Search the material for the word "nodes" and report each line where it turns up.
————
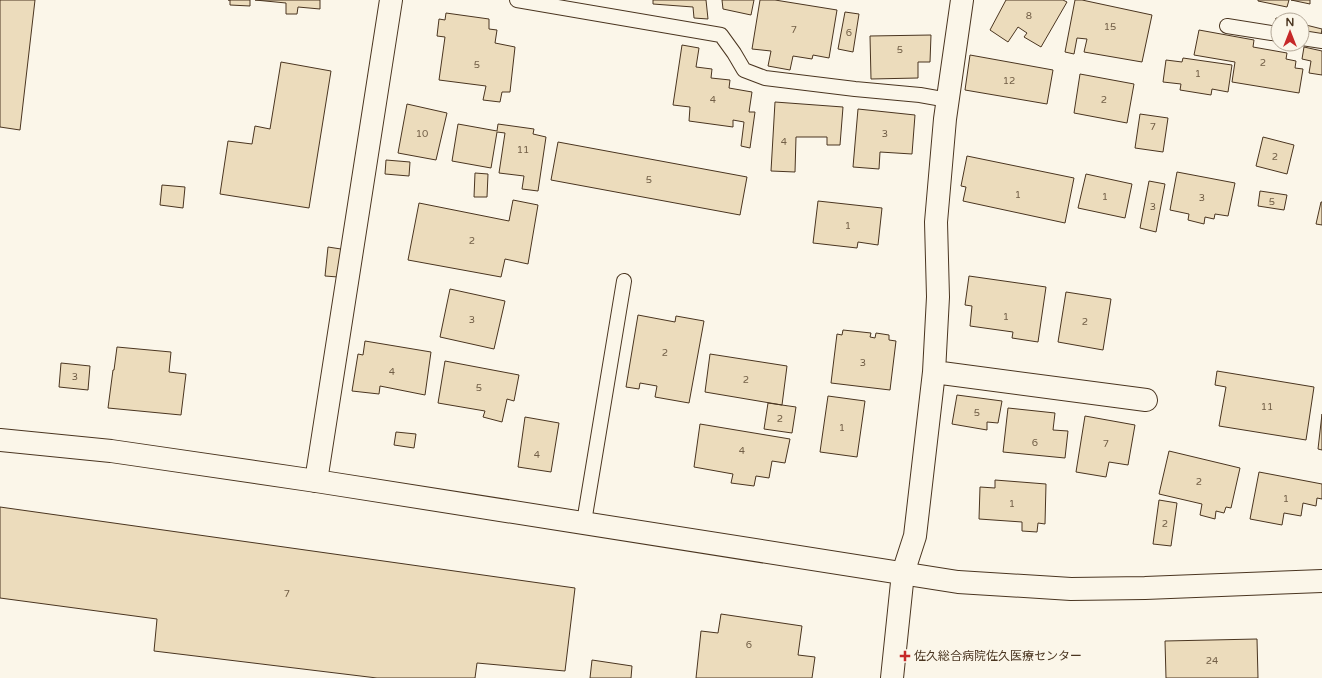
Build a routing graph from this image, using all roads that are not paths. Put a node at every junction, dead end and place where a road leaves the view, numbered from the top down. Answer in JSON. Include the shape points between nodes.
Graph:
{"nodes":[{"id":1,"x":391,"y":0,"type":"edge"},
{"id":2,"x":517,"y":0,"type":"edge"},
{"id":3,"x":962,"y":0,"type":"edge"},
{"id":4,"x":1227,"y":26,"type":"dead end"},
{"id":5,"x":1270,"y":33,"type":"edge"},
{"id":6,"x":1310,"y":40,"type":"edge"},
{"id":7,"x":1322,"y":42,"type":"edge"},
{"id":8,"x":948,"y":100,"type":"junction"},
{"id":9,"x":624,"y":281,"type":"dead end"},
{"id":10,"x":934,"y":372,"type":"junction"},
{"id":11,"x":1146,"y":400,"type":"dead end"},
{"id":12,"x":0,"y":440,"type":"edge"},
{"id":13,"x":316,"y":481,"type":"junction"},
{"id":14,"x":584,"y":522,"type":"junction"},
{"id":15,"x":903,"y":573,"type":"junction"},
{"id":16,"x":1322,"y":581,"type":"edge"},
{"id":17,"x":892,"y":678,"type":"edge"}],
"edges":[{"from":1,"to":13,"type":"street"},
{"from":2,"to":8,"type":"lane","via":[[720,35],[744,70],[765,78]]},
{"from":3,"to":8,"type":"street"},
{"from":4,"to":5,"type":"lane"},
{"from":6,"to":7,"type":"lane"},
{"from":8,"to":10,"type":"street","via":[[936,222],[938,297]]},
{"from":9,"to":14,"type":"lane"},
{"from":10,"to":11,"type":"street"},
{"from":10,"to":15,"type":"street","via":[[915,536]]},
{"from":12,"to":13,"type":"street","via":[[110,452]]},
{"from":13,"to":14,"type":"street"},
{"from":14,"to":15,"type":"street"},
{"from":15,"to":16,"type":"street","via":[[958,582],[1071,589]]},
{"from":15,"to":17,"type":"street"}]}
————
### Exercise result
Build a routing graph from this image, using all roads that are not paths. Put a node at every junction, dead end and place where a road leaves the view, numbered from the top down. Answer in JSON. Include the shape points between nodes.
{"nodes":[{"id":1,"x":391,"y":0,"type":"edge"},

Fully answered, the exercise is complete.